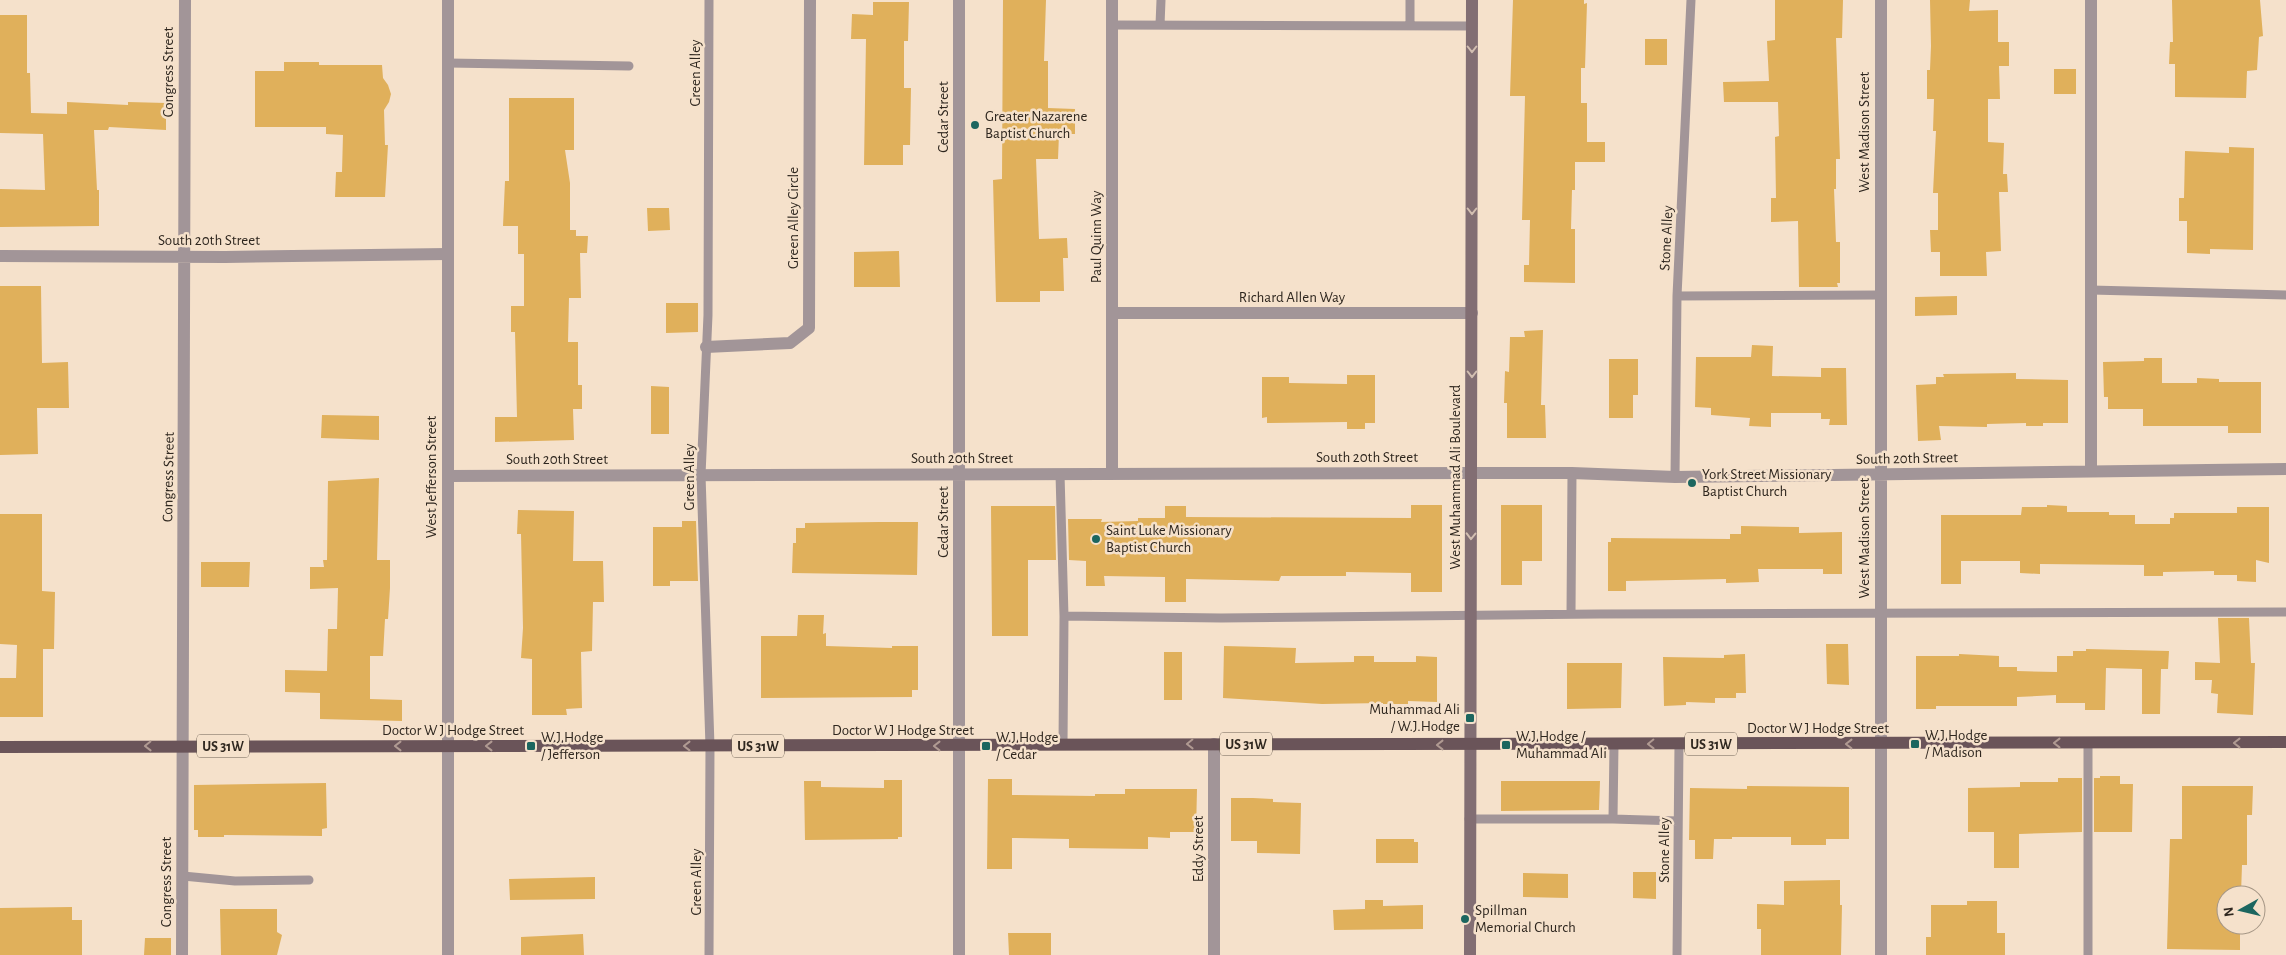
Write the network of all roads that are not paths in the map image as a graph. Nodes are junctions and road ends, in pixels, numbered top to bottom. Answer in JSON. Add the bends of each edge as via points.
{"nodes":[{"id":1,"x":185,"y":0,"type":"edge"},
{"id":2,"x":448,"y":0,"type":"edge"},
{"id":3,"x":709,"y":0,"type":"edge"},
{"id":4,"x":810,"y":0,"type":"edge"},
{"id":5,"x":959,"y":0,"type":"edge"},
{"id":6,"x":1112,"y":0,"type":"edge"},
{"id":7,"x":1160,"y":0,"type":"edge"},
{"id":8,"x":1410,"y":0,"type":"edge"},
{"id":9,"x":1472,"y":0,"type":"edge"},
{"id":10,"x":1691,"y":0,"type":"edge"},
{"id":11,"x":1880,"y":0,"type":"edge"},
{"id":12,"x":2091,"y":0,"type":"edge"},
{"id":13,"x":1112,"y":25,"type":"junction"},
{"id":14,"x":1160,"y":25,"type":"junction"},
{"id":15,"x":1410,"y":25,"type":"junction"},
{"id":16,"x":1472,"y":26,"type":"junction"},
{"id":17,"x":448,"y":63,"type":"junction"},
{"id":18,"x":629,"y":66,"type":"dead end"},
{"id":19,"x":448,"y":254,"type":"junction"},
{"id":20,"x":0,"y":256,"type":"edge"},
{"id":21,"x":184,"y":256,"type":"junction"},
{"id":22,"x":2091,"y":290,"type":"junction"},
{"id":23,"x":1880,"y":295,"type":"junction"},
{"id":24,"x":2286,"y":295,"type":"edge"},
{"id":25,"x":1677,"y":296,"type":"junction"},
{"id":26,"x":1112,"y":313,"type":"junction"},
{"id":27,"x":1472,"y":313,"type":"junction"},
{"id":28,"x":706,"y":346,"type":"junction"},
{"id":29,"x":2286,"y":469,"type":"edge"},
{"id":30,"x":2091,"y":471,"type":"junction"},
{"id":31,"x":1472,"y":473,"type":"junction"},
{"id":32,"x":1572,"y":473,"type":"junction"},
{"id":33,"x":1060,"y":474,"type":"junction"},
{"id":34,"x":1112,"y":474,"type":"junction"},
{"id":35,"x":701,"y":475,"type":"junction"},
{"id":36,"x":959,"y":475,"type":"junction"},
{"id":37,"x":1880,"y":475,"type":"junction"},
{"id":38,"x":448,"y":476,"type":"junction"},
{"id":39,"x":1675,"y":477,"type":"junction"},
{"id":40,"x":2286,"y":612,"type":"edge"},
{"id":41,"x":1881,"y":613,"type":"junction"},
{"id":42,"x":1572,"y":614,"type":"junction"},
{"id":43,"x":1470,"y":615,"type":"junction"},
{"id":44,"x":1064,"y":616,"type":"junction"},
{"id":45,"x":2286,"y":742,"type":"edge"},
{"id":46,"x":2088,"y":743,"type":"junction"},
{"id":47,"x":1214,"y":744,"type":"junction"},
{"id":48,"x":1679,"y":744,"type":"junction"},
{"id":49,"x":1880,"y":744,"type":"junction"},
{"id":50,"x":1063,"y":745,"type":"junction"},
{"id":51,"x":1470,"y":745,"type":"junction"},
{"id":52,"x":1614,"y":745,"type":"junction"},
{"id":53,"x":183,"y":746,"type":"junction"},
{"id":54,"x":447,"y":746,"type":"junction"},
{"id":55,"x":710,"y":746,"type":"junction"},
{"id":56,"x":959,"y":746,"type":"junction"},
{"id":57,"x":0,"y":747,"type":"edge"},
{"id":58,"x":1469,"y":819,"type":"junction"},
{"id":59,"x":1613,"y":819,"type":"junction"},
{"id":60,"x":1678,"y":821,"type":"junction"},
{"id":61,"x":182,"y":876,"type":"junction"},
{"id":62,"x":309,"y":880,"type":"dead end"},
{"id":63,"x":182,"y":955,"type":"edge"},
{"id":64,"x":448,"y":955,"type":"edge"},
{"id":65,"x":709,"y":955,"type":"edge"},
{"id":66,"x":959,"y":955,"type":"edge"},
{"id":67,"x":1214,"y":955,"type":"edge"},
{"id":68,"x":1470,"y":955,"type":"edge"},
{"id":69,"x":1678,"y":955,"type":"edge"},
{"id":70,"x":1880,"y":955,"type":"edge"},
{"id":71,"x":2088,"y":955,"type":"edge"}],
"edges":[{"from":1,"to":21,"type":"street","name":"Congress Street"},
{"from":2,"to":17,"type":"street","name":"West Jefferson Street"},
{"from":3,"to":28,"type":"lane","name":"Green Alley"},
{"from":4,"to":28,"type":"street","name":"Green Alley Circle","via":[[809,328],[790,343]]},
{"from":5,"to":36,"type":"street","name":"Cedar Street"},
{"from":6,"to":13,"type":"street","name":"Paul Quinn Way"},
{"from":7,"to":14,"type":"lane"},
{"from":8,"to":15,"type":"lane"},
{"from":9,"to":16,"type":"main road","name":"West Muhammad Ali Boulevard"},
{"from":10,"to":25,"type":"lane","name":"Stone Alley"},
{"from":11,"to":23,"type":"street","name":"West Madison Street"},
{"from":12,"to":22,"type":"street"},
{"from":13,"to":14,"type":"lane"},
{"from":13,"to":26,"type":"street","name":"Paul Quinn Way"},
{"from":14,"to":15,"type":"lane"},
{"from":15,"to":16,"type":"lane"},
{"from":16,"to":27,"type":"main road","name":"West Muhammad Ali Boulevard","one_way":true},
{"from":17,"to":18,"type":"lane"},
{"from":17,"to":19,"type":"street","name":"West Jefferson Street"},
{"from":19,"to":21,"type":"street","name":"South 20th Street"},
{"from":19,"to":38,"type":"street","name":"West Jefferson Street"},
{"from":20,"to":21,"type":"street","name":"South 20th Street"},
{"from":21,"to":53,"type":"street","name":"Congress Street"},
{"from":22,"to":24,"type":"lane"},
{"from":22,"to":30,"type":"street"},
{"from":23,"to":25,"type":"lane"},
{"from":23,"to":37,"type":"street","name":"West Madison Street"},
{"from":25,"to":39,"type":"lane","name":"Stone Alley"},
{"from":26,"to":27,"type":"street","name":"Richard Allen Way"},
{"from":26,"to":34,"type":"street","name":"Paul Quinn Way"},
{"from":27,"to":31,"type":"main road","name":"West Muhammad Ali Boulevard","one_way":true},
{"from":28,"to":35,"type":"lane","name":"Green Alley"},
{"from":29,"to":30,"type":"street","name":"South 20th Street"},
{"from":30,"to":37,"type":"street","name":"South 20th Street"},
{"from":31,"to":32,"type":"street","name":"South 20th Street"},
{"from":31,"to":34,"type":"street","name":"South 20th Street"},
{"from":31,"to":43,"type":"main road","name":"West Muhammad Ali Boulevard","one_way":true},
{"from":32,"to":39,"type":"street","name":"South 20th Street"},
{"from":32,"to":42,"type":"lane"},
{"from":33,"to":34,"type":"street","name":"South 20th Street"},
{"from":33,"to":36,"type":"street","name":"South 20th Street"},
{"from":33,"to":44,"type":"lane"},
{"from":35,"to":36,"type":"street","name":"South 20th Street"},
{"from":35,"to":38,"type":"street","name":"South 20th Street"},
{"from":35,"to":55,"type":"lane","name":"Green Alley"},
{"from":36,"to":56,"type":"street","name":"Cedar Street"},
{"from":37,"to":39,"type":"street","name":"South 20th Street"},
{"from":37,"to":41,"type":"street","name":"West Madison Street"},
{"from":38,"to":54,"type":"street","name":"West Jefferson Street"},
{"from":40,"to":41,"type":"lane"},
{"from":41,"to":42,"type":"lane"},
{"from":41,"to":49,"type":"street","name":"West Madison Street"},
{"from":42,"to":43,"type":"lane"},
{"from":43,"to":44,"type":"lane"},
{"from":43,"to":51,"type":"main road","name":"West Muhammad Ali Boulevard"},
{"from":44,"to":50,"type":"lane"},
{"from":45,"to":46,"type":"main road","name":"Doctor W J Hodge Street","number":"US 31W","one_way":true},
{"from":46,"to":49,"type":"main road","name":"Doctor W J Hodge Street","number":"US 31W","one_way":true},
{"from":46,"to":71,"type":"lane"},
{"from":47,"to":50,"type":"main road","name":"Doctor W J Hodge Street","number":"US 31W","one_way":true},
{"from":51,"to":47,"type":"main road","name":"Doctor W J Hodge Street","number":"US 31W","one_way":true},
{"from":47,"to":67,"type":"street","name":"Eddy Street"},
{"from":49,"to":48,"type":"main road","name":"Doctor W J Hodge Street","number":"US 31W","one_way":true},
{"from":48,"to":52,"type":"main road","name":"Doctor W J Hodge Street","number":"US 31W","one_way":true},
{"from":48,"to":60,"type":"lane","name":"Stone Alley"},
{"from":49,"to":70,"type":"street","name":"West Madison Street"},
{"from":50,"to":56,"type":"main road","name":"Doctor W J Hodge Street","number":"US 31W"},
{"from":51,"to":52,"type":"main road","name":"Doctor W J Hodge Street","number":"US 31W"},
{"from":51,"to":58,"type":"main road","name":"West Muhammad Ali Boulevard"},
{"from":52,"to":59,"type":"lane"},
{"from":54,"to":53,"type":"main road","name":"Doctor W J Hodge Street","number":"US 31W","one_way":true},
{"from":53,"to":57,"type":"main road","name":"Doctor W J Hodge Street","number":"US 31W","one_way":true},
{"from":53,"to":61,"type":"street","name":"Congress Street"},
{"from":55,"to":54,"type":"main road","name":"Doctor W J Hodge Street","number":"US 31W","one_way":true},
{"from":54,"to":64,"type":"street","name":"West Jefferson Street"},
{"from":56,"to":55,"type":"main road","name":"Doctor W J Hodge Street","number":"US 31W","one_way":true},
{"from":55,"to":65,"type":"lane","name":"Green Alley"},
{"from":56,"to":66,"type":"street","name":"Cedar Street"},
{"from":58,"to":59,"type":"lane"},
{"from":58,"to":68,"type":"main road","name":"West Muhammad Ali Boulevard"},
{"from":59,"to":60,"type":"lane"},
{"from":60,"to":69,"type":"lane","name":"Stone Alley"},
{"from":61,"to":62,"type":"lane","via":[[235,881]]},
{"from":61,"to":63,"type":"street","name":"Congress Street"}]}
**********
What is being asked: Please filter the entries above down to the lines holding "Paul" and copy them.

Task output:
{"from":6,"to":13,"type":"street","name":"Paul Quinn Way"},
{"from":13,"to":26,"type":"street","name":"Paul Quinn Way"},
{"from":26,"to":34,"type":"street","name":"Paul Quinn Way"},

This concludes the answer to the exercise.